Crash Course for Boosting Your Sales Leadership Productivity
The role of a sales leader is one of the toughest in the business. The end goal is to lead a team to produce profitable revenue, but with the barrage of emails, endless meetings, and daily fires to put out, it can feel like an uphill battle.
Join Steve Hackett, RVP of Sales and Will Brooks, COO, as they deliver a crash course on boosting your day-to-day productivity in a sales leadership role.

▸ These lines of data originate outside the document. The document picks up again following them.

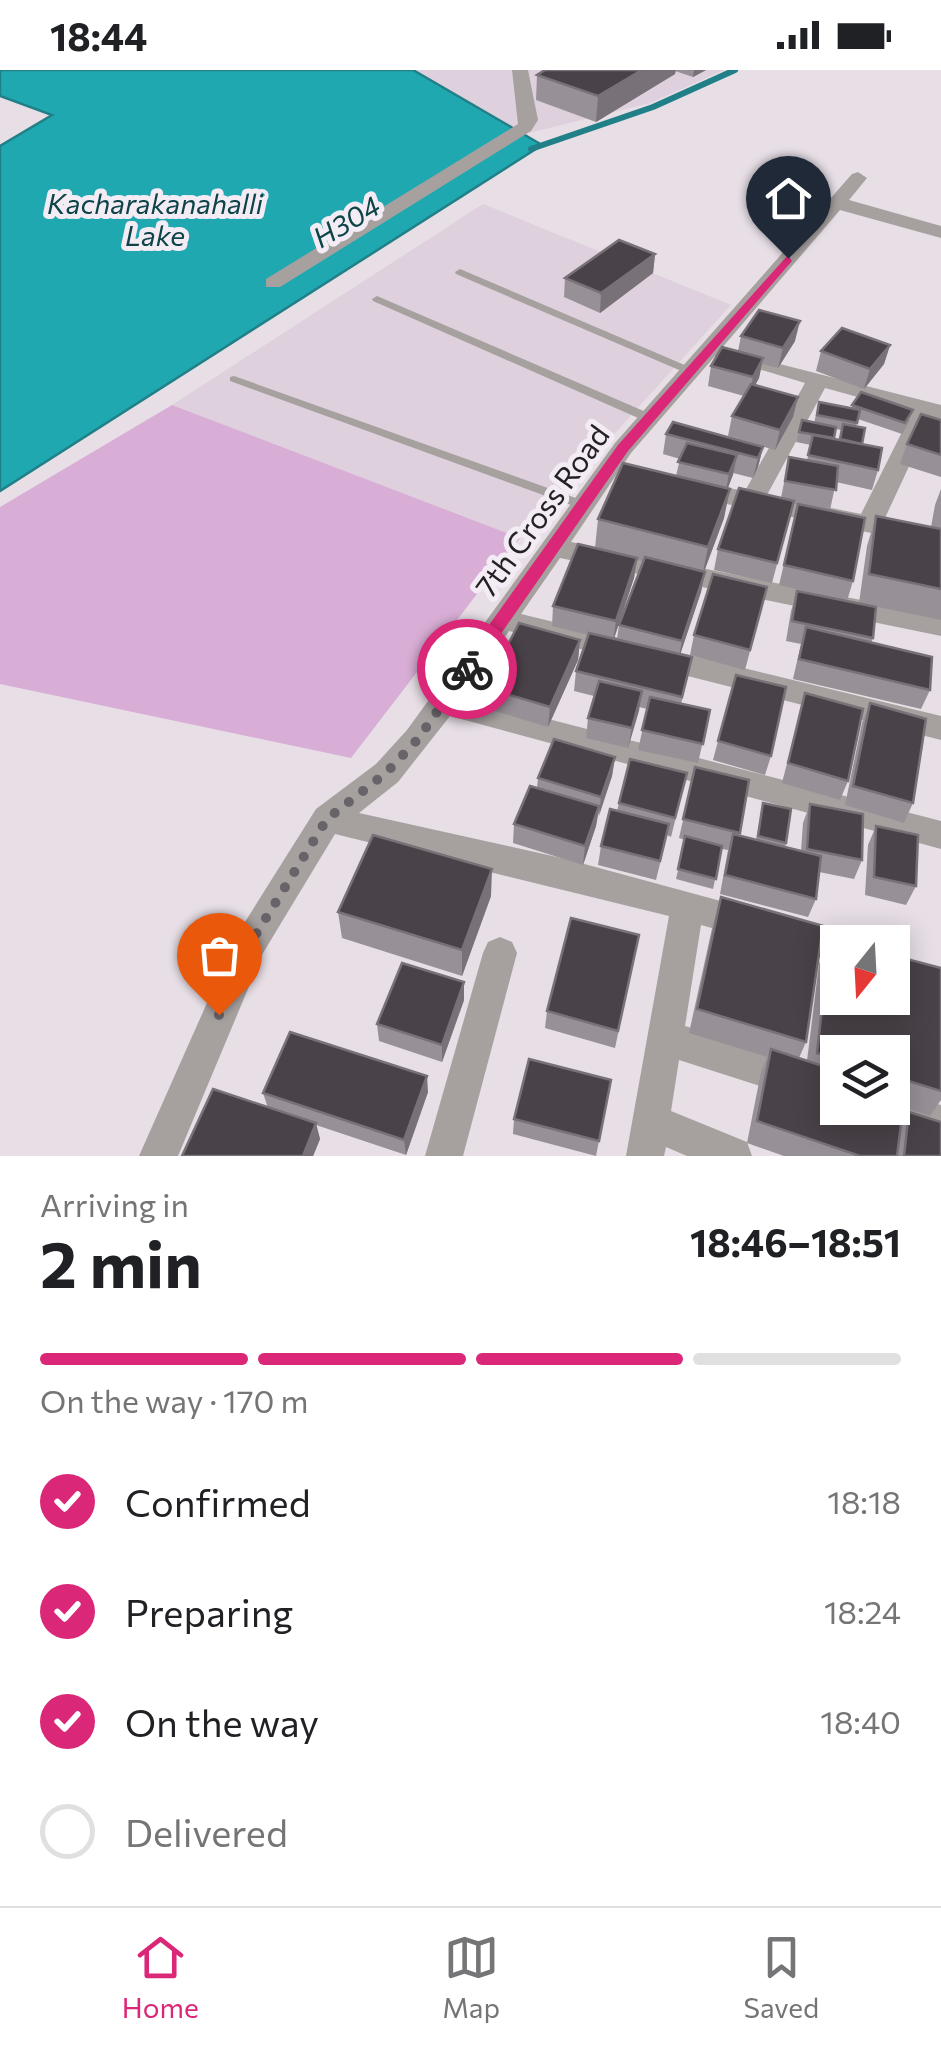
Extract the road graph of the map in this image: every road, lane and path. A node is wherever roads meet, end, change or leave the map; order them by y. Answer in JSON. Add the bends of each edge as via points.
{"nodes":[{"id":1,"x":520,"y":70,"type":"edge"},
{"id":2,"x":858,"y":178,"type":"dead end"},
{"id":3,"x":837,"y":202,"type":"junction"},
{"id":4,"x":941,"y":232,"type":"edge"},
{"id":5,"x":460,"y":272,"type":"dead end"},
{"id":6,"x":273,"y":282,"type":"dead end"},
{"id":7,"x":377,"y":299,"type":"dead end"},
{"id":8,"x":698,"y":361,"type":"junction"},
{"id":9,"x":234,"y":379,"type":"dead end"},
{"id":10,"x":818,"y":381,"type":"junction"},
{"id":11,"x":933,"y":410,"type":"edge"},
{"id":12,"x":649,"y":418,"type":"junction"},
{"id":13,"x":606,"y":472,"type":"junction"},
{"id":14,"x":751,"y":502,"type":"junction"},
{"id":15,"x":583,"y":505,"type":"junction"},
{"id":16,"x":870,"y":522,"type":"junction"},
{"id":17,"x":941,"y":538,"type":"edge"},
{"id":18,"x":552,"y":547,"type":"junction"},
{"id":19,"x":502,"y":619,"type":"junction"},
{"id":20,"x":941,"y":626,"type":"edge"},
{"id":21,"x":443,"y":703,"type":"junction"},
{"id":22,"x":941,"y":728,"type":"edge"},
{"id":23,"x":327,"y":819,"type":"junction"},
{"id":24,"x":941,"y":836,"type":"edge"},
{"id":25,"x":687,"y":909,"type":"junction"},
{"id":26,"x":820,"y":942,"type":"edge"},
{"id":27,"x":500,"y":953,"type":"dead end"},
{"id":28,"x":667,"y":1038,"type":"junction"},
{"id":29,"x":820,"y":1086,"type":"edge"},
{"id":30,"x":910,"y":1115,"type":"edge"},
{"id":31,"x":941,"y":1124,"type":"edge"},
{"id":32,"x":648,"y":1139,"type":"edge"},
{"id":33,"x":158,"y":1156,"type":"edge"},
{"id":34,"x":444,"y":1156,"type":"edge"},
{"id":35,"x":733,"y":1156,"type":"edge"}],
"edges":[{"from":1,"to":6,"type":"street","via":[[525,127]]},
{"from":2,"to":3,"type":"street","name":"7th Cross Road"},
{"from":3,"to":4,"type":"street"},
{"from":3,"to":8,"type":"street","name":"7th Cross Road"},
{"from":5,"to":8,"type":"lane"},
{"from":7,"to":12,"type":"lane"},
{"from":8,"to":10,"type":"street"},
{"from":8,"to":12,"type":"street","name":"7th Cross Road"},
{"from":9,"to":15,"type":"lane"},
{"from":10,"to":11,"type":"street"},
{"from":10,"to":14,"type":"street"},
{"from":11,"to":16,"type":"street"},
{"from":12,"to":13,"type":"street","name":"7th Cross Road"},
{"from":13,"to":14,"type":"street"},
{"from":13,"to":15,"type":"street","name":"7th Cross Road"},
{"from":14,"to":16,"type":"street"},
{"from":15,"to":18,"type":"street","name":"7th Cross Road"},
{"from":16,"to":17,"type":"street"},
{"from":18,"to":19,"type":"street","name":"7th Cross Road"},
{"from":18,"to":20,"type":"street"},
{"from":19,"to":21,"type":"street","name":"7th Cross Road"},
{"from":19,"to":22,"type":"street"},
{"from":21,"to":23,"type":"street","name":"7th Cross Road","via":[[386,773]]},
{"from":21,"to":24,"type":"street"},
{"from":23,"to":25,"type":"street","via":[[566,873]]},
{"from":23,"to":33,"type":"street","name":"7th Cross Road","via":[[250,944]]},
{"from":25,"to":26,"type":"street"},
{"from":25,"to":28,"type":"street"},
{"from":27,"to":34,"type":"street"},
{"from":28,"to":29,"type":"street"},
{"from":28,"to":32,"type":"street"},
{"from":30,"to":31,"type":"street"},
{"from":32,"to":35,"type":"street"}]}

In 19 hyper-focused minutes, we’ll cover:
- The common mistakes that sales leaders make that suck up their time and energy
- How to effectively draw boundaries on your time while still being available for your team
- The coaching cadence that allows you to get better results in less time
- How to structure your meetings to drive engagement from your team-and take back your calendar
Read the Full Transcript of the Briefinar Below:
Will Brooks: Okay. If you're here for the Briefinar, you've landed in the right place. We're going to wait just another minute or so. We've got people still signing on, so just hang tight and we'll jump into the content here in about a minute.
Will Brooks: Okay. Hello and welcome to Briefinars for sales leaders. We promise to be brief, bright, and bring it all to you in 19 minutes. Today we're going to be delivering a crash course for boosting your sales leadership productivity. This is Will Brooks, I'm COO of the Brooks Group, and I'm joined today by Steve Hackett, one of our regional Vice Presidents of sales. Steve's been a driving force in Brook Group's growth for nearly two decades. Steve, thanks for joining us today.

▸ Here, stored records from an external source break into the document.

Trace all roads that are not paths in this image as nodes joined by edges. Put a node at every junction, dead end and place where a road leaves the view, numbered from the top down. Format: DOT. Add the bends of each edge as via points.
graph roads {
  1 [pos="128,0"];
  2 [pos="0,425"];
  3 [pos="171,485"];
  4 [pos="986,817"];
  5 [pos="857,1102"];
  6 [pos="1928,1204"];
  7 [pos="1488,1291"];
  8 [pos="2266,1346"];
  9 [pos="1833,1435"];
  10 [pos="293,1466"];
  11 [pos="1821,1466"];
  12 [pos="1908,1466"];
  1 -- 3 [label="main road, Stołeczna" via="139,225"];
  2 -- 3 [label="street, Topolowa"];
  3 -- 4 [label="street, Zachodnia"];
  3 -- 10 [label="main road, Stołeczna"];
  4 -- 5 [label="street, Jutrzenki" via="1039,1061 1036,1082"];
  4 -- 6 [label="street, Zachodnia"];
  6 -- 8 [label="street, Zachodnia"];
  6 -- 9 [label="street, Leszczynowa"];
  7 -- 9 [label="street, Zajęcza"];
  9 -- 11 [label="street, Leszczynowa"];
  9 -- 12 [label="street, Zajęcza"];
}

Steve Hackett: Will, glad to be here. This topic today is one that hits home for anyone who's ever been charged with leading the salesforce. With technology beating down your doors, just in time mentalities, and everyone looking for an immediate answer to their problems, how do you strike the balance between what needs to be done now, and what can be eliminated?

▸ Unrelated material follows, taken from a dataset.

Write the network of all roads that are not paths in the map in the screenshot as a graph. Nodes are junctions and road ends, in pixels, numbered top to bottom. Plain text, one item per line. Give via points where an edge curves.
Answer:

Steve Hackett: Leading a sales team. It ain't easy.
Will Brooks: Amen.
Steve Hackett: And I think about a quote from an ancient philosopher named Lin Yutang, that all sales leaders should follow. And I'd like to share it with you. Besides the noble art of getting things done, there's a noble art of leaving things undone. The wisdom of life consists in the elimination of the non-essentials. And Will, when you and I talked about the role of the sales leader, the essentials and the non-essentials, that's a constant challenge for most sales leaders.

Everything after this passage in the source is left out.